I am currently writing from the airport waiting on my flight to see Aleeza in Seattle! Please be kind to the 100 degree temperatures in my absence, Kansas.
In the meantime, I have a special treat for you. I have been pestering Bridget for quite some time now to write a guest post for my blog. It took all sorts of threatening texts and emails, but she finally caved to my pressure. Joking! Bridget inspires me; she has two babies, is an Air Force wife, goes to school, and runs. People ask me where I find inspiration to run, and she is a prime example. I am aware that a lot of my readers are mothers themselves which is something I can’t relate to yet in my life, so I wanted Bridget to provide with you something I cannot; a story of a running mama. First, photos of her babez because she has adorable offspring:
(hers are the two on the left)
Hi, my name is Bridget. I am a college student, an Air Force wife of five years to Justin, and a mother to Milo Sage (2 ½ years) and Lucca Daine (9 months).
Running has not been a lifetime thing for me. In fact, I can remember vividly walking the mile run we had to do in junior high. I didn’t even attempt to run, I just figured I couldn’t and would rather save myself the embarrassment.
As it turns out, I’m not half bad. Granted, there is still a lot of work ahead of me, but so far so good.
I’m going to use the next few paragraphs to ROCK YOUR WORLD. Psssh, yeah right. But I do plan on giving a little insight to my running career and how it fits into all aspects of my chaotic life.
Running as a mom of two:
My kids were the whole reason for me to start running. I didn’t want them to ever know the old, fat mama- just one amazing, confidant and FAST mama.
Unfortunately, fitting runs (especially 6+ mile ones) into a life full of schedules and naps and dirty diapers is harder than I ever imagined. I’ve learned to 1) be prepared and 2) go with the flow. The runs with the kids usually take twice as long solely because of prep-work: check diapers, find stroller friendly toys, equip Milo with snacks and a drink, and then say a quick prayer that everyone can keep it together for at least 30 minutes.
The one cool thing about running with the kids? I get MAJOR bad-@$$ points. Sixty pounds worth of stroller and kids- uphill, downhill, dodging other runners and trashcans can get me looks- most of them are of the “You go, Mama” variety. Yes sir or ma’am, I will go! That is until I finish this lap and then I’m going to pass out in that lawn right over there…
Running as an Air Force wife:
Justin’s job requires quite a bit of time away from home. Since August of 2009 he has been deployed four times for a total of 14 months.

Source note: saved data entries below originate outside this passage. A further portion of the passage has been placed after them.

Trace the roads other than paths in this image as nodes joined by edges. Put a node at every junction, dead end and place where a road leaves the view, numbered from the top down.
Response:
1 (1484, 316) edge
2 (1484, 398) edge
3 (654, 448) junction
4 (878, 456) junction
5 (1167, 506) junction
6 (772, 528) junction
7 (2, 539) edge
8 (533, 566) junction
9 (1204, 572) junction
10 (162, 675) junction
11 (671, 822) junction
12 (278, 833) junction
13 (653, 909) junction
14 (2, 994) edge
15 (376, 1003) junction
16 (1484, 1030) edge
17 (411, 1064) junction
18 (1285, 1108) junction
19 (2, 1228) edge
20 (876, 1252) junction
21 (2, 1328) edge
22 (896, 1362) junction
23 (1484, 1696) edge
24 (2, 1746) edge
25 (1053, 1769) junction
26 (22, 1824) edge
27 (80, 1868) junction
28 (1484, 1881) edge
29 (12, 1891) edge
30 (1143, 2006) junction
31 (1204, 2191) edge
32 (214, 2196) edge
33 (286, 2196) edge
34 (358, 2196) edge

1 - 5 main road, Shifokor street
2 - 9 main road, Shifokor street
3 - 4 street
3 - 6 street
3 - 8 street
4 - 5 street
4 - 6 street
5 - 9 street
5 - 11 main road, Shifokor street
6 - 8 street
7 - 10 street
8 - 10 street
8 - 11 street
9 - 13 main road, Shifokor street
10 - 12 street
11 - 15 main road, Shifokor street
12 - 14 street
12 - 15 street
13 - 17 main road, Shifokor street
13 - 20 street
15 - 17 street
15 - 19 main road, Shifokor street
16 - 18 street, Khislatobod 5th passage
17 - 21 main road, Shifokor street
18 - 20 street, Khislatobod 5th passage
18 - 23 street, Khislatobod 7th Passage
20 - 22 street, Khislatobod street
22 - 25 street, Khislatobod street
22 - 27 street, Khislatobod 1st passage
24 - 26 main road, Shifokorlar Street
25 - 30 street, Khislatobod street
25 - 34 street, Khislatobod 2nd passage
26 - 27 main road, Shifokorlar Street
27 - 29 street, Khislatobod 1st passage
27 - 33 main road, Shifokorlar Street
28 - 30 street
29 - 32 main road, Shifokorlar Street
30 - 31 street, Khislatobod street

Not fun stuff, but a fact of military life.
So how does this affect my running? Hmm, that’s a great question, reader! Let me stall here a bit so that I can figure that one out. Cue the music. You mean there’s no music? …This is awkward.
I think that running through deployments is the most cathartic thing out there. I find myself working all those nasty, sad emotions to the top and then brushing them off with the sweat at the end of a workout. Was that poetic or what? Look out, we’re getting real here.

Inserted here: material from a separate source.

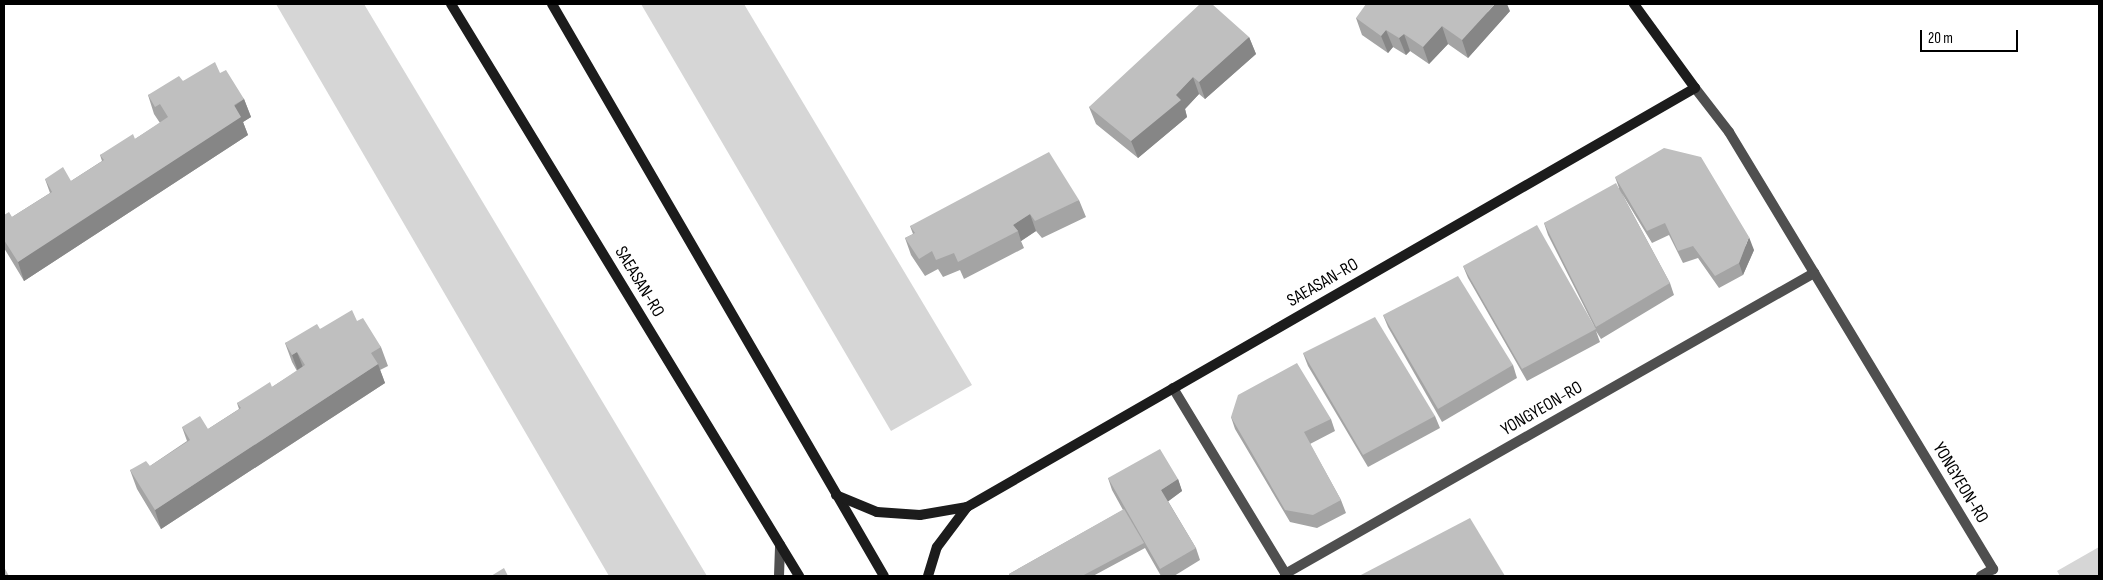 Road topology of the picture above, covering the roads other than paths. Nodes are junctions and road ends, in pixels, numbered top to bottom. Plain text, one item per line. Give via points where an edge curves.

And it’s always nice when Justin gets home and is like, “dang girl, you lookin’ fine!” I’m pretty sure he’d do that anyways, because a soldier gets mighty lonely out there, but I like to think it has something to do with my hard work.
The most important thing I’ve come to realize since I began running is to just be patient. I may not get to finish a five mile run because someone needs a diaper change or is just tired of being in the stroller. Or maybe Justin isn’t home to celebrate with me after a great run with a new PR. And maybe some runs will really super suck. That happens. Luckily, that next one usually tends to be somehow super amazing. I guess what I’m saying is to just trust the process. Someday the kids can run NEXT to me instead of lugging their dead weight, and Justin WILL be home to watch me cross a race’s finish line.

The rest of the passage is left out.